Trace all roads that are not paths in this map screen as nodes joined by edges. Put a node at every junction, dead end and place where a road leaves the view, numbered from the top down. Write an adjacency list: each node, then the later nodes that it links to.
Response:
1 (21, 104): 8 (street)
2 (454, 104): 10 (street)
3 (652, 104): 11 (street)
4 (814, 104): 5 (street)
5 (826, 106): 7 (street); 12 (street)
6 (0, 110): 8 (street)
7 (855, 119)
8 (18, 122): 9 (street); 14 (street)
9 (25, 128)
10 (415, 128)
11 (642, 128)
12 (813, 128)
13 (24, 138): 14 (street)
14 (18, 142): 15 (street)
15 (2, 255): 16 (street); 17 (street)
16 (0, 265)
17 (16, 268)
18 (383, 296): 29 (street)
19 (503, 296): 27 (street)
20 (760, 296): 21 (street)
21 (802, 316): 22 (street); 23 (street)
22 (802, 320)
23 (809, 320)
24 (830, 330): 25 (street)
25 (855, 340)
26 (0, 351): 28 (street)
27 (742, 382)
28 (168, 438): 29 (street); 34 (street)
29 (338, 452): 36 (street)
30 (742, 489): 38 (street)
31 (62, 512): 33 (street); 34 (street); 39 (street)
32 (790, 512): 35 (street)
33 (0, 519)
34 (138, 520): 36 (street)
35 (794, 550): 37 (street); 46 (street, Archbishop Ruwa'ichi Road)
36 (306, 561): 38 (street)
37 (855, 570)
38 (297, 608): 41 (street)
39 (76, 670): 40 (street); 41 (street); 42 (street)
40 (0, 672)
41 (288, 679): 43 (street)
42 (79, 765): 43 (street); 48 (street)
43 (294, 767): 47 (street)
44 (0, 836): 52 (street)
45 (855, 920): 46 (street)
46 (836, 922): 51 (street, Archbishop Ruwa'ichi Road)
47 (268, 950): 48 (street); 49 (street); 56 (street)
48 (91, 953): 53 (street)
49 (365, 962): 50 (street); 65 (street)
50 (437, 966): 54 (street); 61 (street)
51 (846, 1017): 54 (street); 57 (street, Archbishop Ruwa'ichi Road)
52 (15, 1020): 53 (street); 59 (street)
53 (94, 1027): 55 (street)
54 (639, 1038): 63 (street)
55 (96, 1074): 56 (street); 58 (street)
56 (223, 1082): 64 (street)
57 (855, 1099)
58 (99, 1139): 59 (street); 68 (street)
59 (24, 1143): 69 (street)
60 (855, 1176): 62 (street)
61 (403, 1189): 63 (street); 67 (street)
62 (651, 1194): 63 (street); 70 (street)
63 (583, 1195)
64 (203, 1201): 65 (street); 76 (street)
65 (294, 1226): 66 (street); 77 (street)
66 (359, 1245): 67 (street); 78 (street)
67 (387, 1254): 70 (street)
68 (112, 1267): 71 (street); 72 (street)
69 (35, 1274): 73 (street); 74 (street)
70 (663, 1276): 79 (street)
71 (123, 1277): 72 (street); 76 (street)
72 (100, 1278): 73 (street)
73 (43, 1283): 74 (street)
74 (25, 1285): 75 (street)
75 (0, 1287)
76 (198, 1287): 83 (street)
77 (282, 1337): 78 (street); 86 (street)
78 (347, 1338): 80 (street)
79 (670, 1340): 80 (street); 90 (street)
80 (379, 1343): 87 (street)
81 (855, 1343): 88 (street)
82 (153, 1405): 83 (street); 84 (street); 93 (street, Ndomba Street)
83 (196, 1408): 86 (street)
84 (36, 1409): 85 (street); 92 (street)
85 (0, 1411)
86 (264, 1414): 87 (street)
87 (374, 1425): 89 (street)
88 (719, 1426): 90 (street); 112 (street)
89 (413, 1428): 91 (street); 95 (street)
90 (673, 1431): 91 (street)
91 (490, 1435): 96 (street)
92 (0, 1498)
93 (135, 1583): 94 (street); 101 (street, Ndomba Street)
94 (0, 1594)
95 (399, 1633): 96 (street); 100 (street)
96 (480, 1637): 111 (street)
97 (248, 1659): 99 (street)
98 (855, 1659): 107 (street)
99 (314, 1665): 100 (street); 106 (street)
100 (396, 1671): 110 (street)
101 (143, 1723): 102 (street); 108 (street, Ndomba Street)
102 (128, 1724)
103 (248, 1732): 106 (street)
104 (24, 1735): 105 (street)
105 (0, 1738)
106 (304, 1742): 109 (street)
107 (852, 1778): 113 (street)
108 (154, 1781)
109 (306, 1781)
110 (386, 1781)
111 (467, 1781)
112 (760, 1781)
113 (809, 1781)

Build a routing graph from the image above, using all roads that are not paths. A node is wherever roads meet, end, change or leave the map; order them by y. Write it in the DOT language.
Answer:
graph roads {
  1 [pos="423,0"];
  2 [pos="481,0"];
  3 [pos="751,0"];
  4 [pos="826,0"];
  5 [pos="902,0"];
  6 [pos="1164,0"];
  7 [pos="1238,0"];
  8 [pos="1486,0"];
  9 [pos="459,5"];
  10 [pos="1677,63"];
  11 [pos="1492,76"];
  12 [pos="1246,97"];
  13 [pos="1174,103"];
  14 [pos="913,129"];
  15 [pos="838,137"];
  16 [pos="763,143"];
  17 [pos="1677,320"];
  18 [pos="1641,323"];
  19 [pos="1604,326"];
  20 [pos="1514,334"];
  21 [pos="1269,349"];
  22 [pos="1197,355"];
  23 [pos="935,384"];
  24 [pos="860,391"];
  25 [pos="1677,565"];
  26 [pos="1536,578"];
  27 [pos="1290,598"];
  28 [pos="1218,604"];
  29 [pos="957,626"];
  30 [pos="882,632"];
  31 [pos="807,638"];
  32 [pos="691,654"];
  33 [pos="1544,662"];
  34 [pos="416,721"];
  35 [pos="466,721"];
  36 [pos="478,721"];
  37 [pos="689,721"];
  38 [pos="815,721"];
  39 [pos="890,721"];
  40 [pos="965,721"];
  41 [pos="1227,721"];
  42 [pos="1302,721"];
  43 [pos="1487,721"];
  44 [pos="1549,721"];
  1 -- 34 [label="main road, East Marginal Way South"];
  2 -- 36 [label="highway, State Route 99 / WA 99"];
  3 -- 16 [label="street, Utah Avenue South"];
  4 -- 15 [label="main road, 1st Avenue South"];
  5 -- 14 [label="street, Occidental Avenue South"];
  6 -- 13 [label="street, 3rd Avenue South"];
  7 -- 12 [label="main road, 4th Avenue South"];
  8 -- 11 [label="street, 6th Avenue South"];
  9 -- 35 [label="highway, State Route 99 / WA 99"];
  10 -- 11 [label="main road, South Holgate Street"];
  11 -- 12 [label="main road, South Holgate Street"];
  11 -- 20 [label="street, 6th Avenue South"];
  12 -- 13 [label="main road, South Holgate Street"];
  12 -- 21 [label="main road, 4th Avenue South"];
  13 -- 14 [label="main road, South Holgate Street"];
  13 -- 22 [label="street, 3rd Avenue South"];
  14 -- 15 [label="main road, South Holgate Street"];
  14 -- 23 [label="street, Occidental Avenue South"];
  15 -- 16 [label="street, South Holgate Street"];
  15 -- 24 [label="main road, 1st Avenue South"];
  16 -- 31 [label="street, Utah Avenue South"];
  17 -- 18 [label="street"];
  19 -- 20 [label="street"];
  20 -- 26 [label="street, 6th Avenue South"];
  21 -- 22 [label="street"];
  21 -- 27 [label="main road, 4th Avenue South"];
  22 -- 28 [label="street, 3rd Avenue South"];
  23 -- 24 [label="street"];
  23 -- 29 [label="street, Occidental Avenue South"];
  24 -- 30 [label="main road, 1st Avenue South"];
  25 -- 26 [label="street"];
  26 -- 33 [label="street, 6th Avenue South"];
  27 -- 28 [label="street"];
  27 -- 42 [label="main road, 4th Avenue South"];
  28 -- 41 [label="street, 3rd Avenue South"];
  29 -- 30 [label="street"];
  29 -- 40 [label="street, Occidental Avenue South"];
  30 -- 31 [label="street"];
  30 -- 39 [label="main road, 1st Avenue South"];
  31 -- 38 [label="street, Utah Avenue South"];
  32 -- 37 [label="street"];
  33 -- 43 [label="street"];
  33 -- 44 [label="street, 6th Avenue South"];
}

| DIRECTIONS FOR THIS TASK |
The task calls for all lines in the entries that hold "Archbishop".

| RESPONSE TO THE EXERCISE |
35 (794, 550): 37 (street); 46 (street, Archbishop Ruwa'ichi Road)
46 (836, 922): 51 (street, Archbishop Ruwa'ichi Road)
51 (846, 1017): 54 (street); 57 (street, Archbishop Ruwa'ichi Road)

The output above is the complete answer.